The Fan Museum, nestled away in an elegant Georgian House in Greenwich is one of London's sparkling gems. Owned by Helene Alexander MBE, this unique gallery boasts a collection of 1000's of fans. The ground floor is home to a small display charting their history, and methods and materials of a fan's make up. Upstairs holds temporary exhibitions, usually with a theme. The fan has a lure and a language that transcends it's function and that is what, for me, makes them so fascinating.
Sylvain Le Guen is a contemporary fan designer par excellence, and this collection of exquisite and creative fans is one of the most inspiring exhibitions I've seen this year. The level of craftsmanship is breathtaking, as is the use of both traditional and unusual materials. They range from the delicate fragility of hand-made lace, organdie, feathers and paper to the downright fetishistic of laced red leather and steel staves. The perfection of design of each piece makes one dumb with awe. 









These pictures don't do the fans justice and they really need to be seen in the flesh.

Once you,ve fanned your senses go and fan your thirst with a cup of tea in the museums orangery that looks out on a secret Japanese style garden.
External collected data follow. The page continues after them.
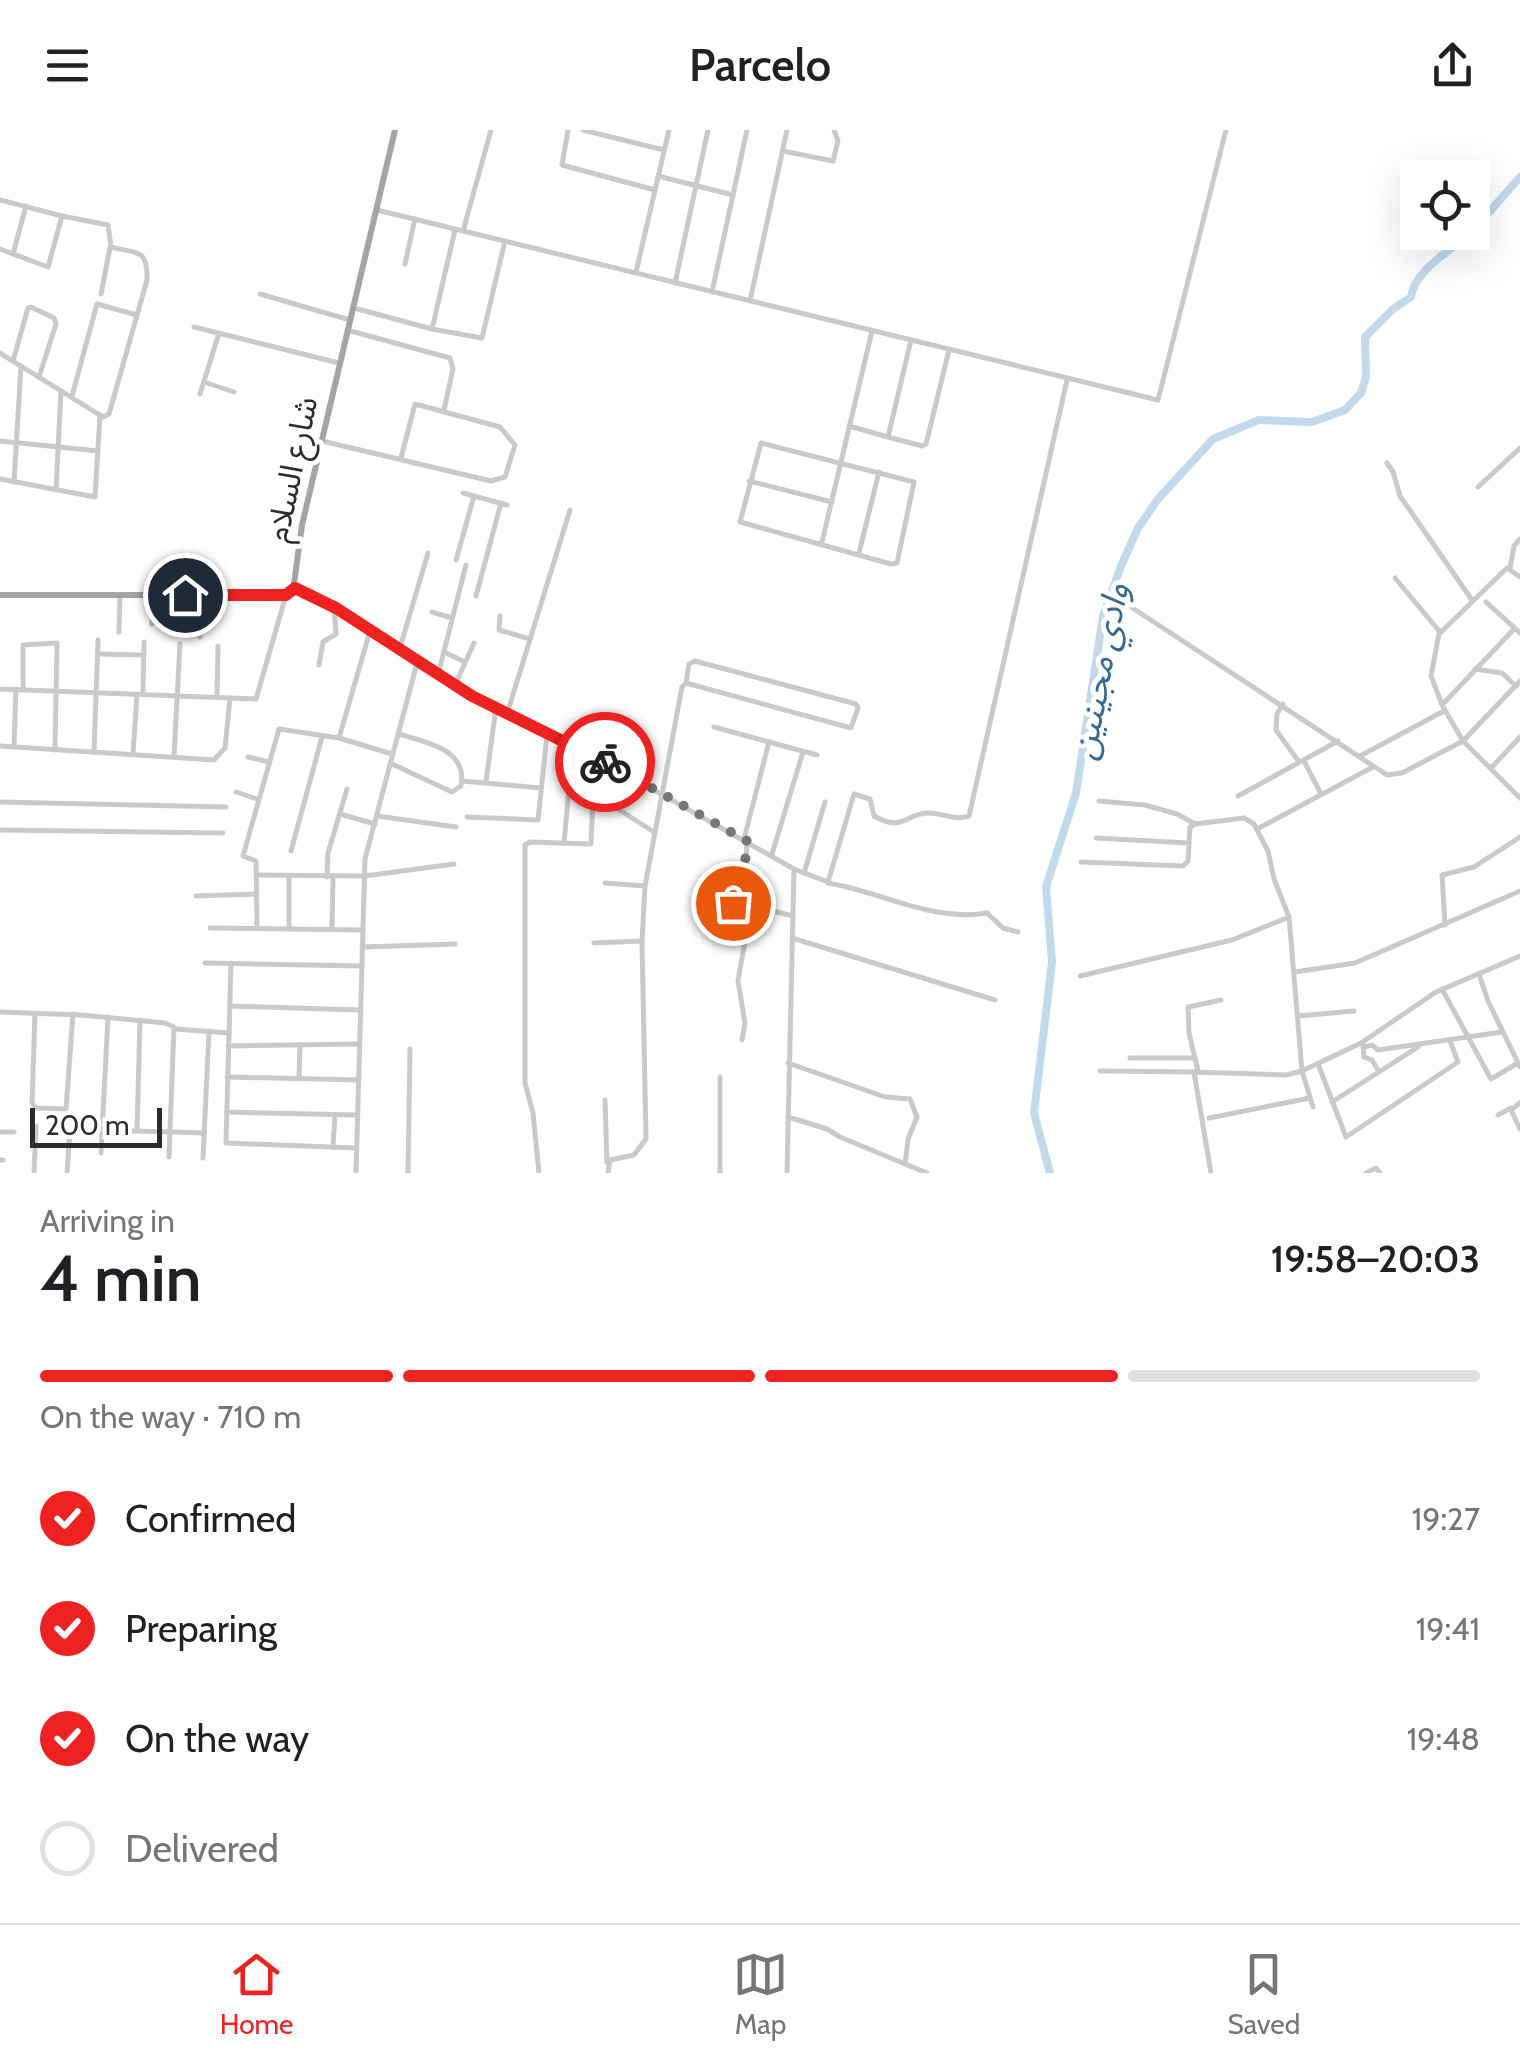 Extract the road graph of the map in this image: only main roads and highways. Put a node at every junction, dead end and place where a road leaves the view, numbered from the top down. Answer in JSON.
{"nodes":[{"id":1,"x":395,"y":130,"type":"edge"},
{"id":2,"x":0,"y":595,"type":"edge"}],
"edges":[{"from":1,"to":2,"type":"main road","name":"شارع السلام"}]} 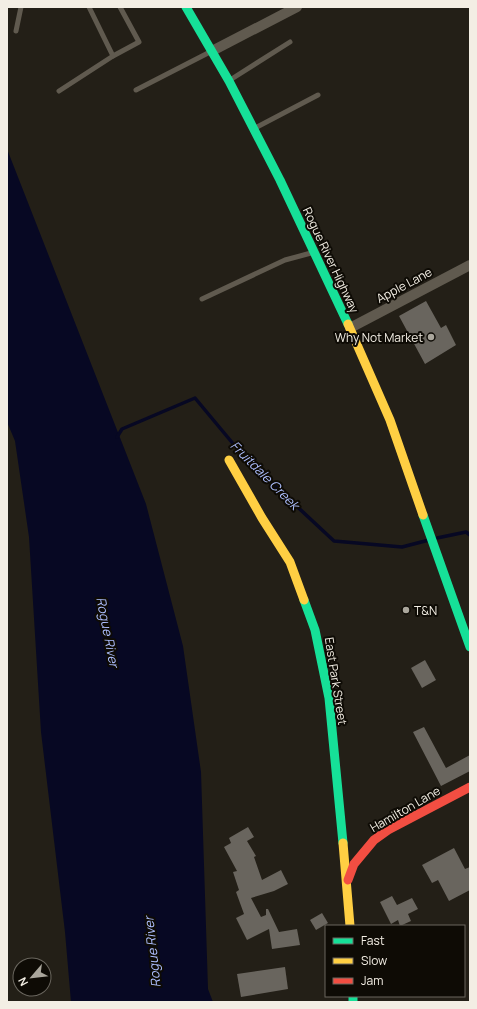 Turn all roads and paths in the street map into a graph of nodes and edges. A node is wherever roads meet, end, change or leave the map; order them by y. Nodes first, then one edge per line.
1 (21, 7) edge
2 (89, 7) edge
3 (120, 7) edge
4 (186, 7) edge
5 (297, 7) edge
6 (16, 31) dead end
7 (290, 42) dead end
8 (212, 51) junction
9 (113, 56) junction
10 (229, 81) junction
11 (136, 90) dead end
12 (59, 91) dead end
13 (318, 95) dead end
14 (254, 128) junction
15 (314, 252) junction
16 (470, 265) edge
17 (202, 299) dead end
18 (350, 328) junction
19 (229, 460) dead end
20 (470, 647) edge
21 (470, 787) edge
22 (347, 880) junction
23 (350, 925) edge

1 - 6 lane
2 - 9 lane
3 - 9 lane
4 - 8 main road, Rogue River Highway
5 - 8 street
7 - 10 lane
8 - 10 main road, Rogue River Highway
8 - 11 lane
9 - 12 lane
10 - 14 main road, Rogue River Highway
13 - 14 lane
14 - 15 main road, Rogue River Highway
15 - 17 lane
15 - 18 main road, Rogue River Highway
16 - 18 street, Apple Lane
18 - 20 main road, Rogue River Highway
19 - 22 main road, East Park Street
21 - 22 main road, Hamilton Lane
22 - 23 main road, East Park Street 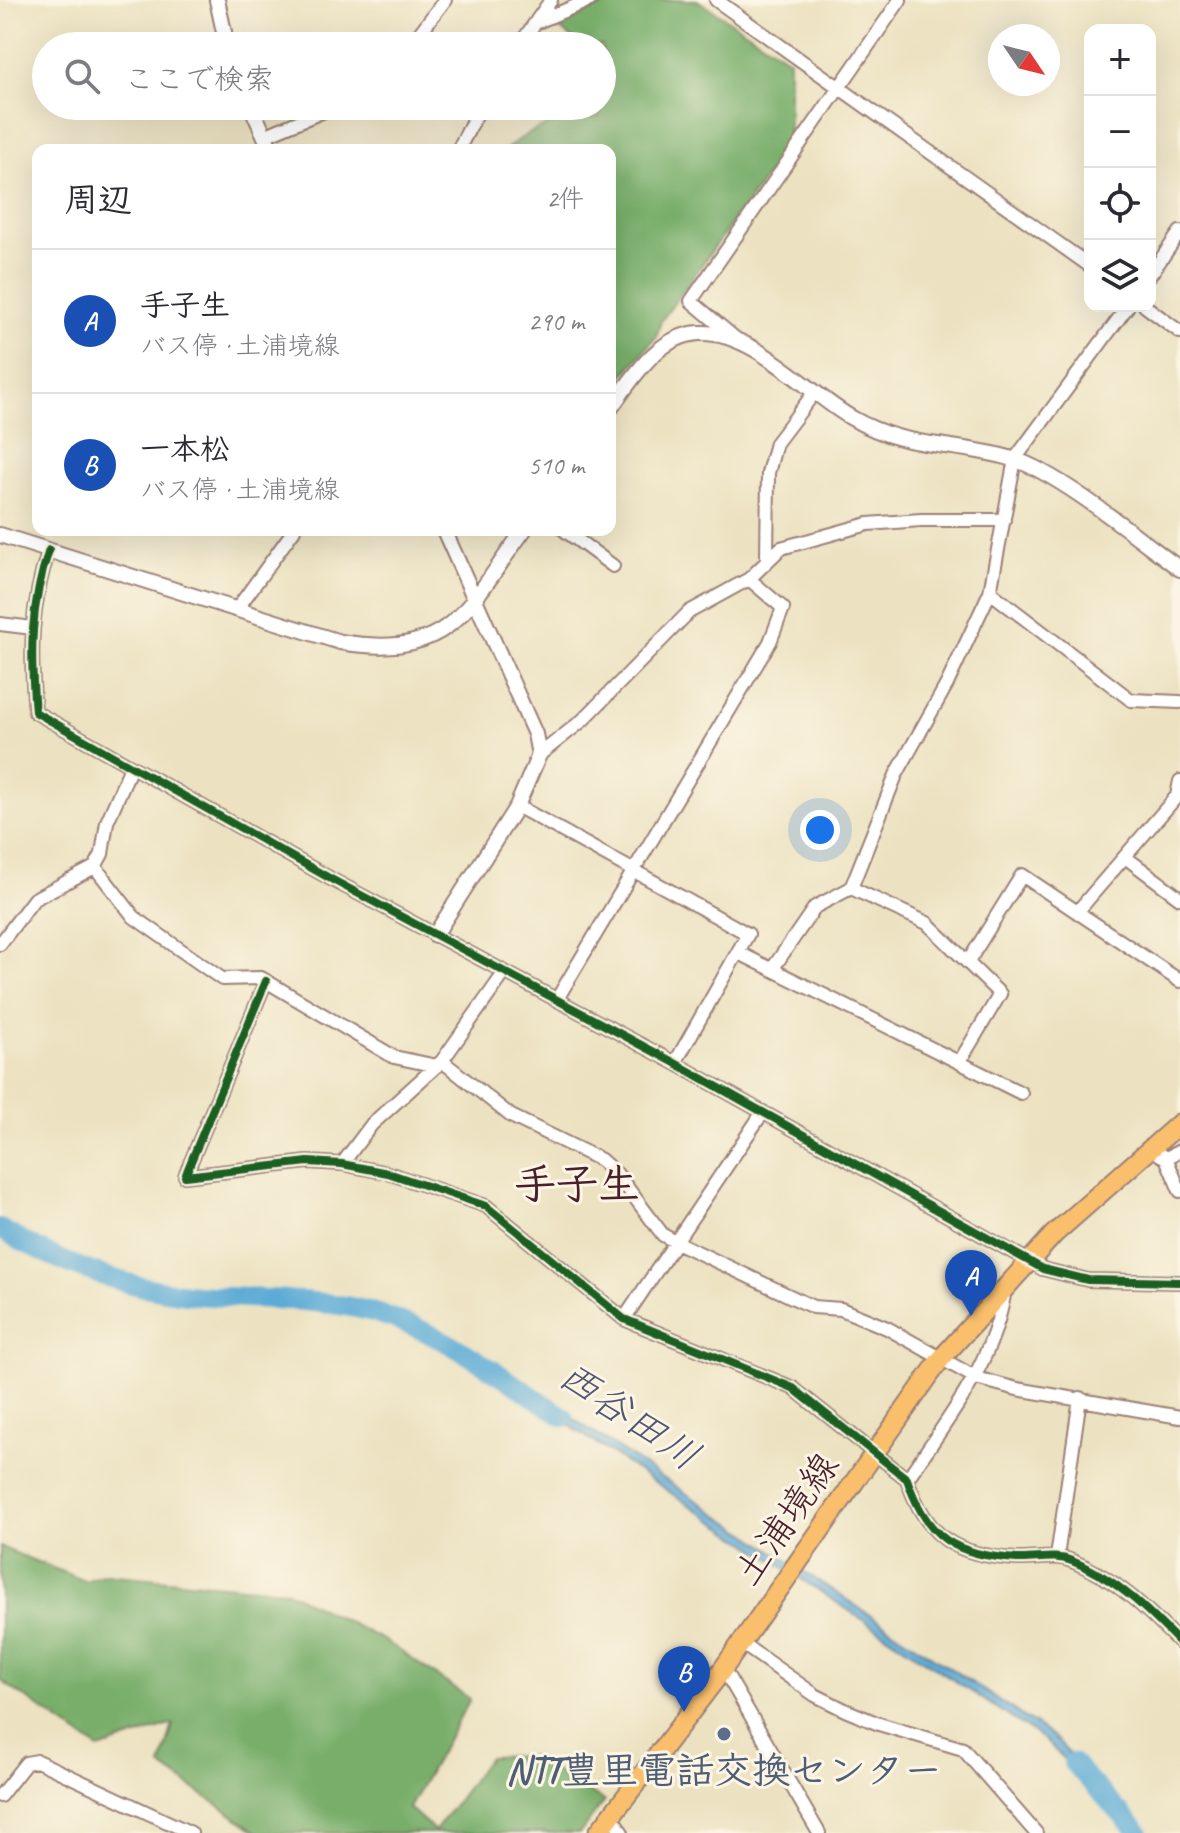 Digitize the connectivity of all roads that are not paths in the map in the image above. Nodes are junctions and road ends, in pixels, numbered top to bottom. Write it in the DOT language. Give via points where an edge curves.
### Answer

Also worth a perusal while in Greenwich is the William Hodges room in the Queen's House. Hodges was the artist on Captain Cooks 2nd Pacific voyage. His beautiful paintings, with their flashes of light cutting though crashing seas and mysterious lands,really convey the wonderment of this part of the world; and, like Le Guen, the level of technique just adds to drama.


Tahiti Revisited 1776

The Pacific is my favorite ocean. Beneath it's outstanding and idyllic beauty there seems to lie a dark seething underbelly. It's like meeting someone who hides a treacherous nature behind a dazzling smile. I particularly felt this in Fiji where, despite   white sand and bowing palms, there existed a tight tension between the native Fijians and an Indian population brought in by the British to work on the plantations.
The Fijians, once a proud warlike tribal people who used the ritual of cannibalism as the ultimate insult to the vanquished, seemed to have had the stuffing knocked out of them by colonialism and missionaries. Their laid back approach and use of rubber time [things happen when they happen and not to any timetable]seemed to sit oddly with their rich cultural somewhat violent history.
I may have had my judgement slightly clouded by the fact I spent all my time on Fiji in considerable physical discomfort. I burnt my stomach to crackling [I still have a faint mark after all this time]and was bitten raw by mosquitos. My only respite was to lie frozen in head to toe calamine lotion and read about Captain Cooks Pacific voyages 
I read about his 3rd Voyage, aptly, in Hawaii where Cook met his violent and untimely death.
I had arrived there the day before I'd left Fiji having crossed the international date line. While my surfer friend spent his days catching waves and dodging tiger sharks, I'd idle away the hours on one of the paradise beaches with sand like sesame seeds, watching wisps of cloud in the sapphire sky float away to nothing.
At dusk my surfer friend would take me to watch the russet sun,  against a flame and lilac backdrop,  slip slowly to a deep water bed to sleep with Captain Cook, and we'd listen to the mermaids singing them lullabies. God I loved Hawaii. I didn't want to leave and sobbed on the surfer at the check-in at Honolulu Airport.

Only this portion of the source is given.